In 2005, Charlie Weis was in his first year with the Irish and had guided his squad to a 9-2 regular season record, marred only by last-second losses to Michigan State and USC. Notre Dame was, as current head coach Brian Kelly would put it, only six points away from a perfect season.
Then, Jan. 2, 2006, at Sun Devil Stadium, with a 13-year-old Joe Schmidt in the stands, Ohio State topped the Irish, 34-20, to claim the Fiesta Bowl title.
Almost a decade later, the Buckeyes and the Irish will meet again in Glendale, Arizona, on Jan. 1, 2016 for the Fiesta Bowl. It will be only the sixth meeting all-time between two of the most successful programs in college football history.
Between the two squads only one coach remains from the last time they met in that 2006 game: Ohio State defensive coordinator Luke Fickle, who was co-defensive coordinator at the time. But all the same, a healthy sense of rivalry still exists.
Off the field
While Ohio State and Notre Dame have not clashed on the gridiron anytime recently, Kelly said Sunday the programs have confronted each other on the recruiting trail, as Notre Dame has tried to establish itself in Ohio, with varying levels of success.
“Well, we think, and I know from experience that in the Midwest there are some great recruiting areas,” Kelly said. “Ohio is one of those great areas that we like to have a presence in, and we target certain areas. We’re not quite as good in Columbus recruiting.
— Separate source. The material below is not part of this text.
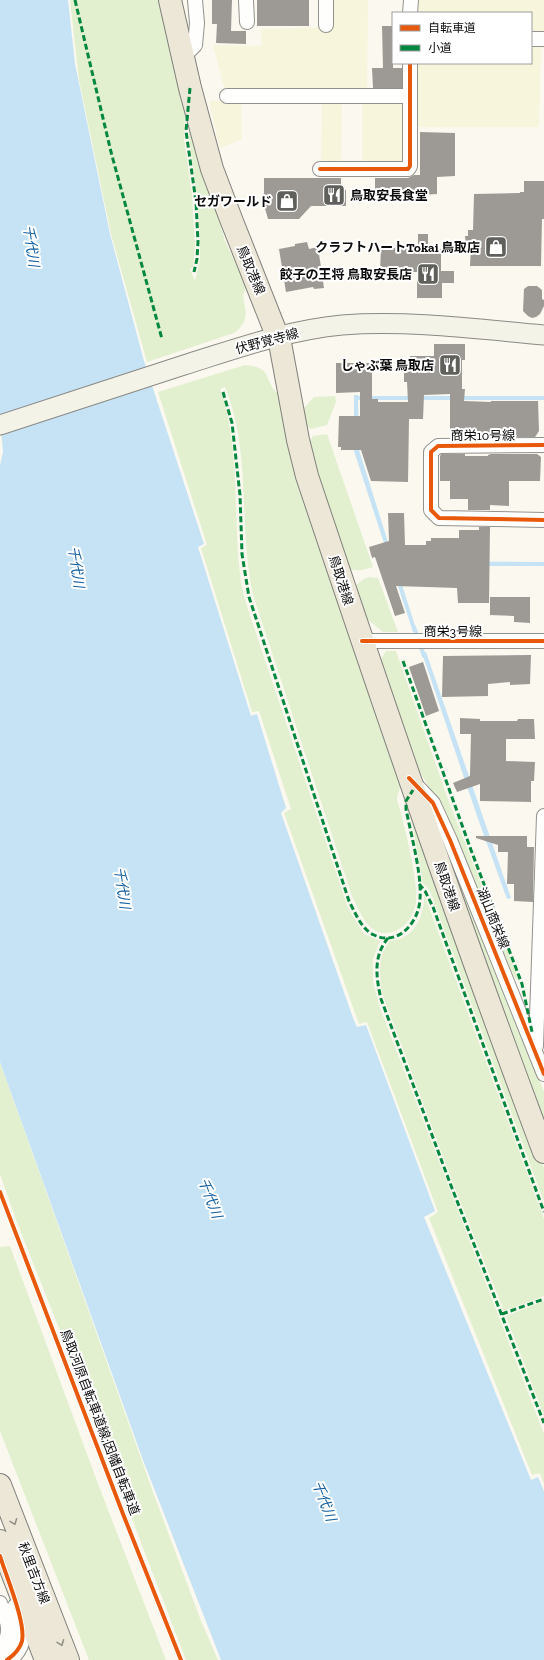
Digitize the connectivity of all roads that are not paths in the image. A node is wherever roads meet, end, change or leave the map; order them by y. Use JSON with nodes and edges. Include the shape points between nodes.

But there are some geographical areas that we’ve had some success in.”
Since Kelly took over in 2010, the Irish have landed 18 recruits from Ohio, but only three have come from the Columbus area, where Ohio State dominates.
“You always have to deal with Ohio State, and so it’s inevitable that we’re going to run into Ohio State in those areas,” Kelly said. “But we think that we have some distinctions that carry some strength in those areas.”
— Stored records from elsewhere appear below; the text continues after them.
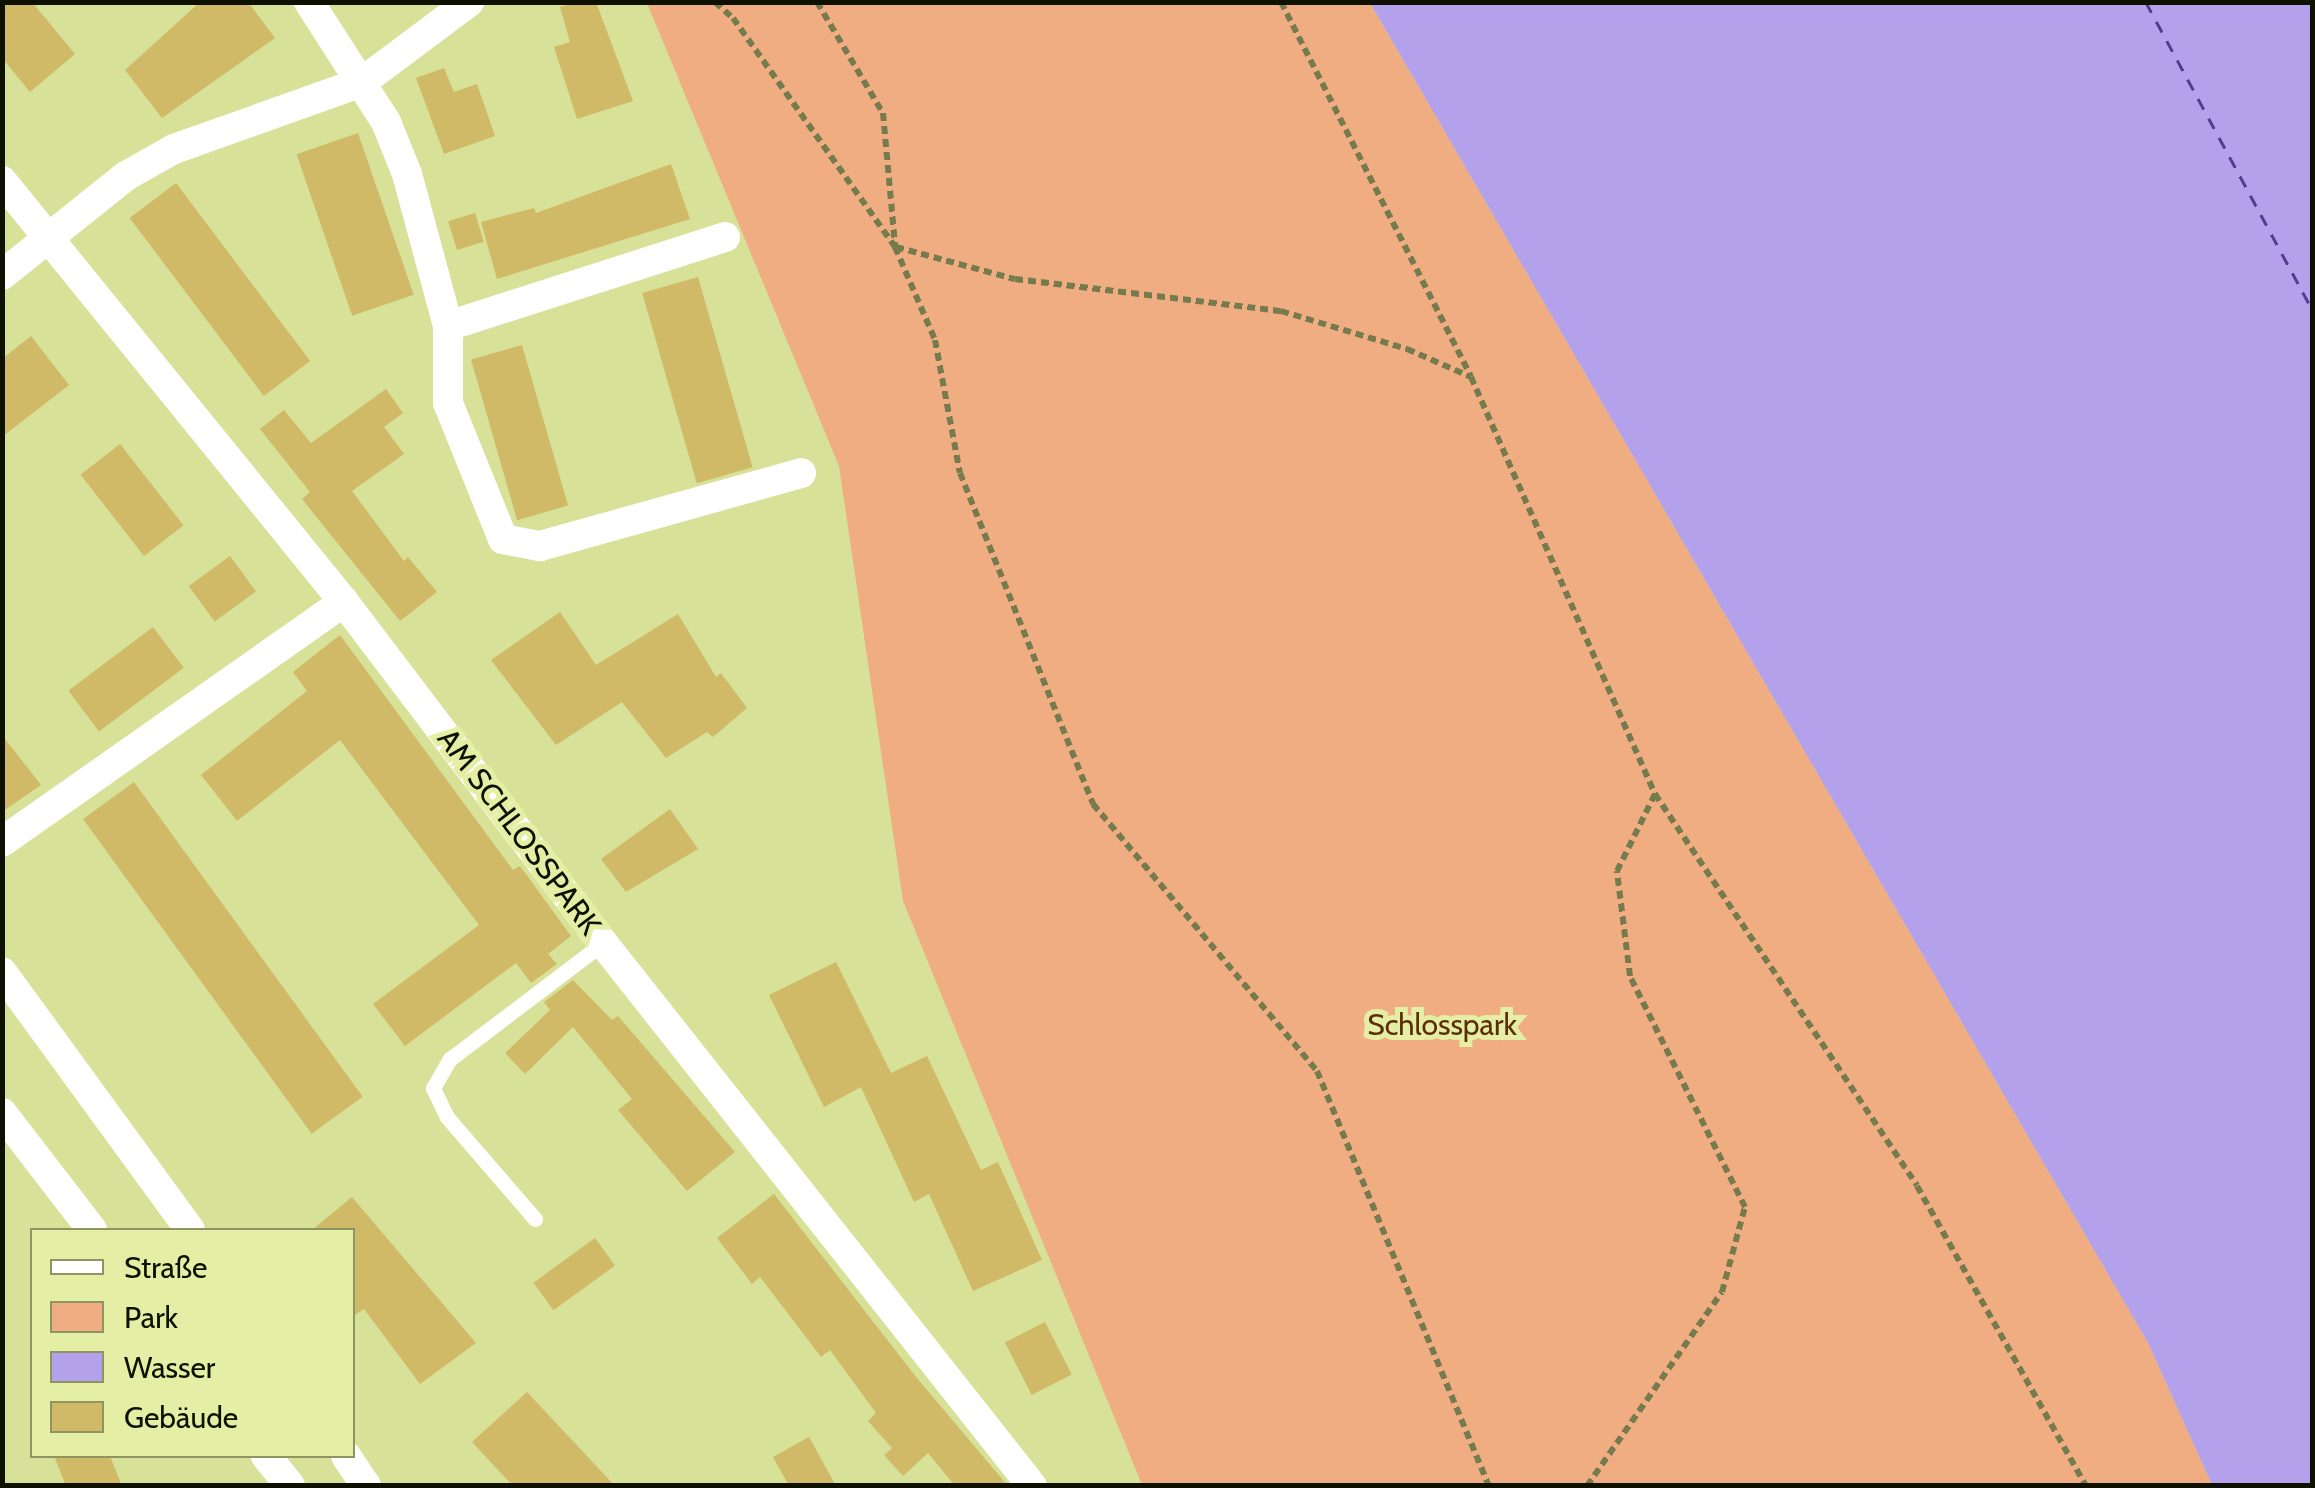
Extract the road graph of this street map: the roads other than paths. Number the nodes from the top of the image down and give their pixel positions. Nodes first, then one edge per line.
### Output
1 (309, 2) edge
2 (468, 2) edge
3 (362, 82) junction
4 (2, 182) edge
5 (50, 237) junction
6 (724, 237) dead end
7 (2, 274) edge
8 (448, 326) junction
9 (802, 473) dead end
10 (344, 602) junction
11 (2, 842) edge
12 (604, 943) junction
13 (2, 972) edge
14 (2, 1113) edge
15 (535, 1219) dead end
16 (90, 1228) edge
17 (189, 1228) edge
18 (268, 1458) edge
19 (347, 1458) edge
20 (290, 1486) edge
21 (366, 1486) edge
22 (1032, 1486) edge

1 - 3 street
2 - 3 street
3 - 5 street
3 - 8 street
4 - 5 street, AM SCHLOSSPARK
5 - 7 street
5 - 10 street, AM SCHLOSSPARK
6 - 8 street
8 - 9 street
10 - 11 street
10 - 12 street, AM SCHLOSSPARK
12 - 15 lane
12 - 22 street, AM SCHLOSSPARK
13 - 17 street
14 - 16 street
18 - 20 street
19 - 21 street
Besides recruiting, there is personal history between Kelly and fourth-year Ohio State head coach Urban Meyer. While Kelly coached at Cincinnati, Meyer’s alma mater, he became close with the Meyer family.
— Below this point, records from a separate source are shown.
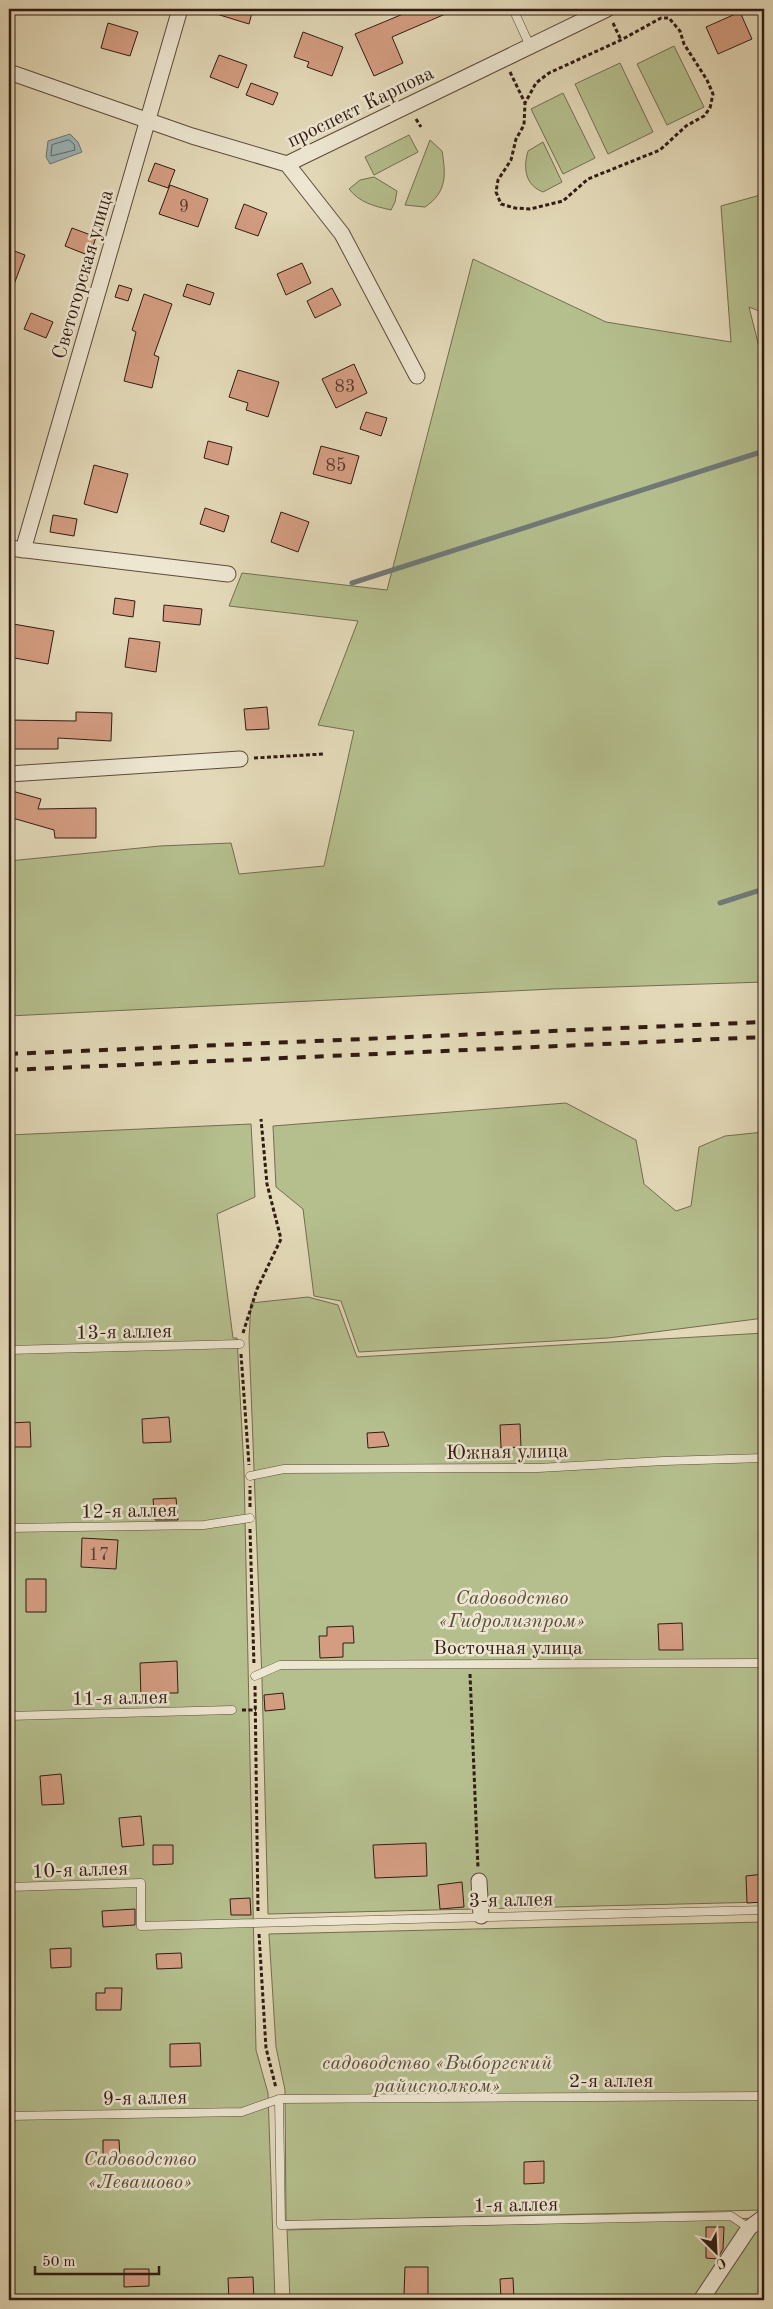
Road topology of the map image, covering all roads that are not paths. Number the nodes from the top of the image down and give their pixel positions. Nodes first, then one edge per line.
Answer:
1 (180, 9) edge
2 (513, 9) edge
3 (607, 9) edge
4 (530, 46) junction
5 (9, 72) edge
6 (147, 120) junction
7 (287, 164) junction
8 (416, 376) dead end
9 (16, 549) edge
10 (228, 574) dead end
11 (240, 759) road end
12 (9, 774) edge
13 (240, 1344) road end
14 (9, 1350) edge
15 (764, 1458) edge
16 (250, 1476) road end
17 (250, 1518) road end
18 (9, 1528) edge
19 (764, 1663) edge
20 (254, 1676) road end
21 (232, 1710) dead end
22 (9, 1716) edge
23 (479, 1881) road end
24 (9, 1887) edge
25 (764, 1910) edge
26 (481, 1916) junction
27 (258, 1922) joint
28 (764, 2096) edge
29 (279, 2099) junction
30 (9, 2116) edge
31 (764, 2217) edge
32 (749, 2228) junction
33 (701, 2300) edge

1 - 6 street, Светогорская улица
2 - 4 lane
3 - 4 street, проспект Карпова
4 - 7 street, проспект Карпова
5 - 6 street, проспект Карпова
6 - 7 street, проспект Карпова
6 - 9 street, Светогорская улица
7 - 8 street
9 - 10 street
11 - 12 street
13 - 14 lane, 13-я аллея
15 - 16 lane, Южная улица
17 - 18 lane, 12-я аллея
19 - 20 lane, Восточная улица
21 - 22 lane, 11-я аллея
23 - 26 street
24 - 27 lane, 10-я аллея
25 - 26 lane, 3-я аллея
26 - 27 lane, 3-я аллея
28 - 29 lane, 2-я аллея
29 - 30 lane, 9-я аллея
29 - 32 lane, 1-я аллея
31 - 32 street
32 - 33 street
“He certainly was accustomed to what the program was like at Cincinnati having been there, and I leaned on him for some advice at the University of Cincinnati and got to know his dad and got to know his family a little bit, so there was a personal connection there,” Kelly said.
“But we’re just two football coaches that are trying to coach our football teams, so we don’t spend a lot of time talking back and forth. But got that opportunity when I was at Cincinnati to get to know him, and then obviously from there just have a lot of respect for him and what he’s accomplished.”
While Kelly was at Meyer’s old school, Meyer won the national championship with Florida in 2008. A year later, both men were linked to the head coaching vacancy at Notre Dame following the firing of Charlie Weis. It was not the first time Meyer’s name had been mentioned in the search for a new Irish coach. After Ty Willingham and Notre Dame parted ways following the 2004 season, Meyer was considered a prime candidate for the job.
Both times, nothing came of the rumors. But that doesn’t mean some fans don’t think Meyer might still land at Notre Dame, something he once called his “dream job,” a sentiment Kelly addressed Sunday.
“We’re going to wrestle, arm wrestle before the game, and whoever wins gets the Notre Dame job,” Kelly said.
“No, I mean, I think that’s just great talk for the fans, and Urban is a great coach. Who knows; I’m not going to be here forever. Maybe he’ll get a chance one day to coach at Notre Dame if that’s what he wants.”
Although Meyer never coached the Irish, several members of his staff have ties to Notre Dame and Kelly. Buckeyes offensive coordinator Ed Warinner, running backs coach Tony Alford and tight ends/fullbacks coach Tim Hinton all worked with Kelly at Notre Dame, while cornerbacks coach and special teams coordinator Kerry Coombs assisted Kelly while he was at Cincinnati.
“We’ll probably have to consider it and look at maybe what we communicate on the line of scrimmage and be cognizant of it,” Kelly said of the possible disadvantage of having so many former staff members on the opposing sideline. “You know, I think it’s something that we’ll consider certainly on the offensive side of the ball with former coaches that are there. So I definitely think it’s something we’ll look at.”